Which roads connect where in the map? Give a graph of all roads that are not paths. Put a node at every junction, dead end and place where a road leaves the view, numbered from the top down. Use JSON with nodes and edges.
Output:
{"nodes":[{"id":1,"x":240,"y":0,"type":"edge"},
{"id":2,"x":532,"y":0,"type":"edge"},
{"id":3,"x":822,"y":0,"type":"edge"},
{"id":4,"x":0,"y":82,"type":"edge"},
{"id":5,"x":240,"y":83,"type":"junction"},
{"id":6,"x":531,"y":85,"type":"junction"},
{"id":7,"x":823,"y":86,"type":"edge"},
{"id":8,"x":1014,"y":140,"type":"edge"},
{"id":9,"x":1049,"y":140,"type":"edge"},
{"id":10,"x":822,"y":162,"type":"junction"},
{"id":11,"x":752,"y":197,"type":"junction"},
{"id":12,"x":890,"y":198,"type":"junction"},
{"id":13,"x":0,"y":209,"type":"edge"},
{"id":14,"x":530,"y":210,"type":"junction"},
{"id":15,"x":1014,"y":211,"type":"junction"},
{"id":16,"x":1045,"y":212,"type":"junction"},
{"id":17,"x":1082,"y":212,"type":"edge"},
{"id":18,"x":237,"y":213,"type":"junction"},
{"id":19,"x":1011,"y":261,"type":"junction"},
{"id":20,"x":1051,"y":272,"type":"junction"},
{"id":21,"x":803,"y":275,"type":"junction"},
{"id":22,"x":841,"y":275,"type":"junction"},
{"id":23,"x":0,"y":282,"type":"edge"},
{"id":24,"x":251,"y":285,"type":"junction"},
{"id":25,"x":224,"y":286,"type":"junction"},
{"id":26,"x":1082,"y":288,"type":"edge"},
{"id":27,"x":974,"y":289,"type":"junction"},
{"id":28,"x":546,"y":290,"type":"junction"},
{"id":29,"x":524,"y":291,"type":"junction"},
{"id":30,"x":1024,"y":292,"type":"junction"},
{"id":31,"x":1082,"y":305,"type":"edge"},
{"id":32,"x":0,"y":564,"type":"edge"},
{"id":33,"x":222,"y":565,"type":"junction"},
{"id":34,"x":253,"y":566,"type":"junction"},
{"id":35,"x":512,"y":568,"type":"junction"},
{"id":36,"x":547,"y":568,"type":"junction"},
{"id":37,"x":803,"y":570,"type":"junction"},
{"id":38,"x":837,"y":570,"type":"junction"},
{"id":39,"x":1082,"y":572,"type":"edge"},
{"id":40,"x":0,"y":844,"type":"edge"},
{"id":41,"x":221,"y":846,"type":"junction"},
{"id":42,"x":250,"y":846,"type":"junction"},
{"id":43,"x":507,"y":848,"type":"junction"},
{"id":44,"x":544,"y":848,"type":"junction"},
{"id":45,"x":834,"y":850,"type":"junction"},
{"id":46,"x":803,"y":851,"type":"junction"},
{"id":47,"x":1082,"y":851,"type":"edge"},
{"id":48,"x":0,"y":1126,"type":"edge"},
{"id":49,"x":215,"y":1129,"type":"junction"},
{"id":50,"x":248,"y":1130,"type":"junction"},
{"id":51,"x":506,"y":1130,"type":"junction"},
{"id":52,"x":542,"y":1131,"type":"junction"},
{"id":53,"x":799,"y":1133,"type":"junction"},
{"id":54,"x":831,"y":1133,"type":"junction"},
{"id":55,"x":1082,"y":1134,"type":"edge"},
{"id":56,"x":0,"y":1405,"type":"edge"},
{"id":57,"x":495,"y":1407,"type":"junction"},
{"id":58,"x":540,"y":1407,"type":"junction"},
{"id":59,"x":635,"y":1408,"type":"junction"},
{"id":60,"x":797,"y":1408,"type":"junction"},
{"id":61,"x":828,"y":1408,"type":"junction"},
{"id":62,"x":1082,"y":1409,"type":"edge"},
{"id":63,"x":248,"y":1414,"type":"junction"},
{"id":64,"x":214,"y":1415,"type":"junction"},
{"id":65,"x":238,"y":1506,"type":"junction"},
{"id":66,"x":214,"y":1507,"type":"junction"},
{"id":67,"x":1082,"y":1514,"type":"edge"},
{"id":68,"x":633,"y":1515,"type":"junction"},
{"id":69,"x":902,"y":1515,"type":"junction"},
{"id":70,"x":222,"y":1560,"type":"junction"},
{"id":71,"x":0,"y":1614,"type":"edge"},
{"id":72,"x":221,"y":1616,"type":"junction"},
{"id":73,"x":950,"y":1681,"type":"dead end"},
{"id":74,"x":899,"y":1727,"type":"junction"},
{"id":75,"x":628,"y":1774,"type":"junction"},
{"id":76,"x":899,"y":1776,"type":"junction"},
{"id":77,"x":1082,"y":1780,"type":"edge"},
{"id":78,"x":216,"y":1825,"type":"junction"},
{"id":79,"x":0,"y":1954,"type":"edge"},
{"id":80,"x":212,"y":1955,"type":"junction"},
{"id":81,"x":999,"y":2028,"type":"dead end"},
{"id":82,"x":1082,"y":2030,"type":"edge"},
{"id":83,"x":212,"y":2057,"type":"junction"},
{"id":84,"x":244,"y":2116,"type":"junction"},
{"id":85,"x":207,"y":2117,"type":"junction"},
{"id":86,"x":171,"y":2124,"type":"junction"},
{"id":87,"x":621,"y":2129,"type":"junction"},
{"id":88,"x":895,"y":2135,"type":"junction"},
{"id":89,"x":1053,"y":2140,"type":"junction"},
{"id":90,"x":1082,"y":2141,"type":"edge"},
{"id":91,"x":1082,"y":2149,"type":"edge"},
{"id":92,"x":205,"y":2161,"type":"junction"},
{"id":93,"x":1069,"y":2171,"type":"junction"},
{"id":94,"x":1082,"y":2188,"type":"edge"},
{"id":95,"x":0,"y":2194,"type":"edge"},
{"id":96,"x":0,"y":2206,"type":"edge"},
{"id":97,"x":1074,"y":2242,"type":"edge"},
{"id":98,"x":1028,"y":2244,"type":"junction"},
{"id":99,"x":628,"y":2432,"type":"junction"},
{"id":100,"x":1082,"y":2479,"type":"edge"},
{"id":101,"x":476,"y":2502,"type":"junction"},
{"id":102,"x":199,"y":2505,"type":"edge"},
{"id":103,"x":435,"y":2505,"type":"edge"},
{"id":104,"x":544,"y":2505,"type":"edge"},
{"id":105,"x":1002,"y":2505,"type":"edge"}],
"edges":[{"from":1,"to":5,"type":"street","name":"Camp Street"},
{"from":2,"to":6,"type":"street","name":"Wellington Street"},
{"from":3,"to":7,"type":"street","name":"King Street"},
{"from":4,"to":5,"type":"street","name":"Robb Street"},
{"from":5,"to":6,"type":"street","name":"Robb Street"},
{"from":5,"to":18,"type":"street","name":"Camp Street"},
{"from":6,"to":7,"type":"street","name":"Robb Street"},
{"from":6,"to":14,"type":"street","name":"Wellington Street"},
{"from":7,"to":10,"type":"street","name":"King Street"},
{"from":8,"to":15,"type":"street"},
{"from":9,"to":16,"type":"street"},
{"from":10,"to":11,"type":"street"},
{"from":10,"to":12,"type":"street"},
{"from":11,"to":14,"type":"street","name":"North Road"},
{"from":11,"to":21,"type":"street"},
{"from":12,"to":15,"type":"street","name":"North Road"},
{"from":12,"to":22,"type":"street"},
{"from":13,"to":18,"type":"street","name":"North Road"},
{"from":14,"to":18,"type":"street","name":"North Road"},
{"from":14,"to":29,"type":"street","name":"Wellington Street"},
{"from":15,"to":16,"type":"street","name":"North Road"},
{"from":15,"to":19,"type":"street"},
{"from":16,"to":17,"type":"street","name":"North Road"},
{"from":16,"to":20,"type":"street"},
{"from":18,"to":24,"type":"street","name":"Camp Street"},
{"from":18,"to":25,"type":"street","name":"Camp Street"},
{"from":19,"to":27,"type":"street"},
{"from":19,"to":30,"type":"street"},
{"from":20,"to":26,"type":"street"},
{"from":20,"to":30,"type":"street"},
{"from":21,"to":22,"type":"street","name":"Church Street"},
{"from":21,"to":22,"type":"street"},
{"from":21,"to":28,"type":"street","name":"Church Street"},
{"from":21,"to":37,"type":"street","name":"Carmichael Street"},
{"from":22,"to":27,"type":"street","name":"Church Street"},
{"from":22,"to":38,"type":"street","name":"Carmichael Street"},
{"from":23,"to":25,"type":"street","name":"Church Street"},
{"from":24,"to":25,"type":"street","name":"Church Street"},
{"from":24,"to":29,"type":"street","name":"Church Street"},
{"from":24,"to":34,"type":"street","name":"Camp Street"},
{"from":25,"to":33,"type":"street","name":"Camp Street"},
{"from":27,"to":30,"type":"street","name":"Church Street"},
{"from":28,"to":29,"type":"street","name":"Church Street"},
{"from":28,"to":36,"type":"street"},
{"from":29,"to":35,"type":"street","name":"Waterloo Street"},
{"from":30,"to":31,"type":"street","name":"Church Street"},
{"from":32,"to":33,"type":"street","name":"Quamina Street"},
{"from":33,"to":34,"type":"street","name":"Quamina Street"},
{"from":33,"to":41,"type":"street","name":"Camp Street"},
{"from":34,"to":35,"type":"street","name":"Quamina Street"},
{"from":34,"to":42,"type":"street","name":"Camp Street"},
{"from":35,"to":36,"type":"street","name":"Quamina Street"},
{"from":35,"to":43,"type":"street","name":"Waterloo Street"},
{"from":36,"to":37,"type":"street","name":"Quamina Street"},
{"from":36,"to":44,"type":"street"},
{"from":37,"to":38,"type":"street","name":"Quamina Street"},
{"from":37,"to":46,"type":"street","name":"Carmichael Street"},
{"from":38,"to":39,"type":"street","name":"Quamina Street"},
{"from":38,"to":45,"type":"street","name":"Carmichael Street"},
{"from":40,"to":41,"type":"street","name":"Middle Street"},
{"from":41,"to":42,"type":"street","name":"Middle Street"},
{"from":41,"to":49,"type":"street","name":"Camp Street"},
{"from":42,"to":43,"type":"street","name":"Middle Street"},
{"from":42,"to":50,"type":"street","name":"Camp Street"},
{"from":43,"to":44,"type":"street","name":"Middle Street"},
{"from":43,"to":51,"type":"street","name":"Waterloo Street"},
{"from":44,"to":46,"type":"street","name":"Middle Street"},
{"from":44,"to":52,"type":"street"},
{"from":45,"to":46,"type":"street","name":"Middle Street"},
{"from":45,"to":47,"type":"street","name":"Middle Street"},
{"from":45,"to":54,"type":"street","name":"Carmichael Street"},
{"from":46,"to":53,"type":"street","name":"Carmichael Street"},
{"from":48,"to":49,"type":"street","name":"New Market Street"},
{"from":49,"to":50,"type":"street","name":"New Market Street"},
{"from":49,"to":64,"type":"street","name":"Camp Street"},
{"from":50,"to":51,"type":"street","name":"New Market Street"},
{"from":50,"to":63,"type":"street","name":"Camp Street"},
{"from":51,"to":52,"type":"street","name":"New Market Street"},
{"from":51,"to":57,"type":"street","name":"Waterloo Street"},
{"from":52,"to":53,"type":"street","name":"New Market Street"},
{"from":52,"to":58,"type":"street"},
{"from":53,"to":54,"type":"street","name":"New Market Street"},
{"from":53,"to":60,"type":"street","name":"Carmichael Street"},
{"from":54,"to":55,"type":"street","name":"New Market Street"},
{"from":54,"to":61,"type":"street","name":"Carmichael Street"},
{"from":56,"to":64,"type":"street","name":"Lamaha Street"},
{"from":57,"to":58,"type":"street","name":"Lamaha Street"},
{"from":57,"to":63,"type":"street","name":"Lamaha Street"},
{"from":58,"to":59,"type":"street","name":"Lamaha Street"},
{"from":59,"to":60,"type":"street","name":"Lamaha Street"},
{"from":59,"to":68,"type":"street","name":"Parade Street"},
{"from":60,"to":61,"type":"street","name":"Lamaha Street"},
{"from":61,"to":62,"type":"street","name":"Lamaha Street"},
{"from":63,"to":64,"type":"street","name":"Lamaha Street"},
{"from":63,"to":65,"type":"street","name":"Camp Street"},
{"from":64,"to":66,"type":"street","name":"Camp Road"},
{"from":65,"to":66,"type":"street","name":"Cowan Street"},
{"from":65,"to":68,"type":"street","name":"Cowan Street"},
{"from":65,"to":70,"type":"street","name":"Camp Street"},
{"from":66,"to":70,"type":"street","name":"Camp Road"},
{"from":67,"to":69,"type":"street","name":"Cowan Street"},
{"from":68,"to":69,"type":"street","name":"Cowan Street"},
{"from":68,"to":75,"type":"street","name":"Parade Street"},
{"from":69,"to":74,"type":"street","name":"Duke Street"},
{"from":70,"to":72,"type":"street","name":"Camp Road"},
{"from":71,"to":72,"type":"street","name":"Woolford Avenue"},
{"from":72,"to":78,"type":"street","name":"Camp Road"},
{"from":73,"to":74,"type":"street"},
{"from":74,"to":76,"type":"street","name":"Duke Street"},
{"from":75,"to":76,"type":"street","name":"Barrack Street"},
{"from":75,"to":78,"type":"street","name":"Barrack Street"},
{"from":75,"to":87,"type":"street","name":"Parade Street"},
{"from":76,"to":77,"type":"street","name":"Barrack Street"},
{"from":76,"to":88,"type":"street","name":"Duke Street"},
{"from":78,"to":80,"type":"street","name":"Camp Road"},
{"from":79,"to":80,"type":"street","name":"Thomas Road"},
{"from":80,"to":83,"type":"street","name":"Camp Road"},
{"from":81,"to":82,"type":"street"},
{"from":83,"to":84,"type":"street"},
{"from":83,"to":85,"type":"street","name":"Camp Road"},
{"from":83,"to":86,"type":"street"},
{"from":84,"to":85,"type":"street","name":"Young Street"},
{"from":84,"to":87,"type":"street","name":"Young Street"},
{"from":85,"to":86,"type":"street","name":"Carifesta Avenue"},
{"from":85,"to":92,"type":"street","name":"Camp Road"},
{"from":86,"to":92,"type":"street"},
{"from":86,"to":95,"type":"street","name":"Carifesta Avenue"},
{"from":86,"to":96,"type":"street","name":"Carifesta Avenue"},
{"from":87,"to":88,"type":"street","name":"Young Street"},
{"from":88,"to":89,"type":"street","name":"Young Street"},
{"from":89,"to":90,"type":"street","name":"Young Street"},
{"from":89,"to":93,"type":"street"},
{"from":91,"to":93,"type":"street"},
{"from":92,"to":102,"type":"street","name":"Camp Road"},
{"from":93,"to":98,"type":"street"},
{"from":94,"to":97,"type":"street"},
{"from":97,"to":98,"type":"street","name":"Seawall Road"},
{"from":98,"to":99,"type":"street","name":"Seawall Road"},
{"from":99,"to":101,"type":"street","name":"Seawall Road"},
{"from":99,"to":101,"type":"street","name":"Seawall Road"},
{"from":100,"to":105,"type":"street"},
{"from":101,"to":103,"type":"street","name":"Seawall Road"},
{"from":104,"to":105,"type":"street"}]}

Problem statement
From the listing above, copy all lines holding the word "Seawall".

Answer for this exercise
{"from":97,"to":98,"type":"street","name":"Seawall Road"},
{"from":98,"to":99,"type":"street","name":"Seawall Road"},
{"from":99,"to":101,"type":"street","name":"Seawall Road"},
{"from":99,"to":101,"type":"street","name":"Seawall Road"},
{"from":101,"to":103,"type":"street","name":"Seawall Road"},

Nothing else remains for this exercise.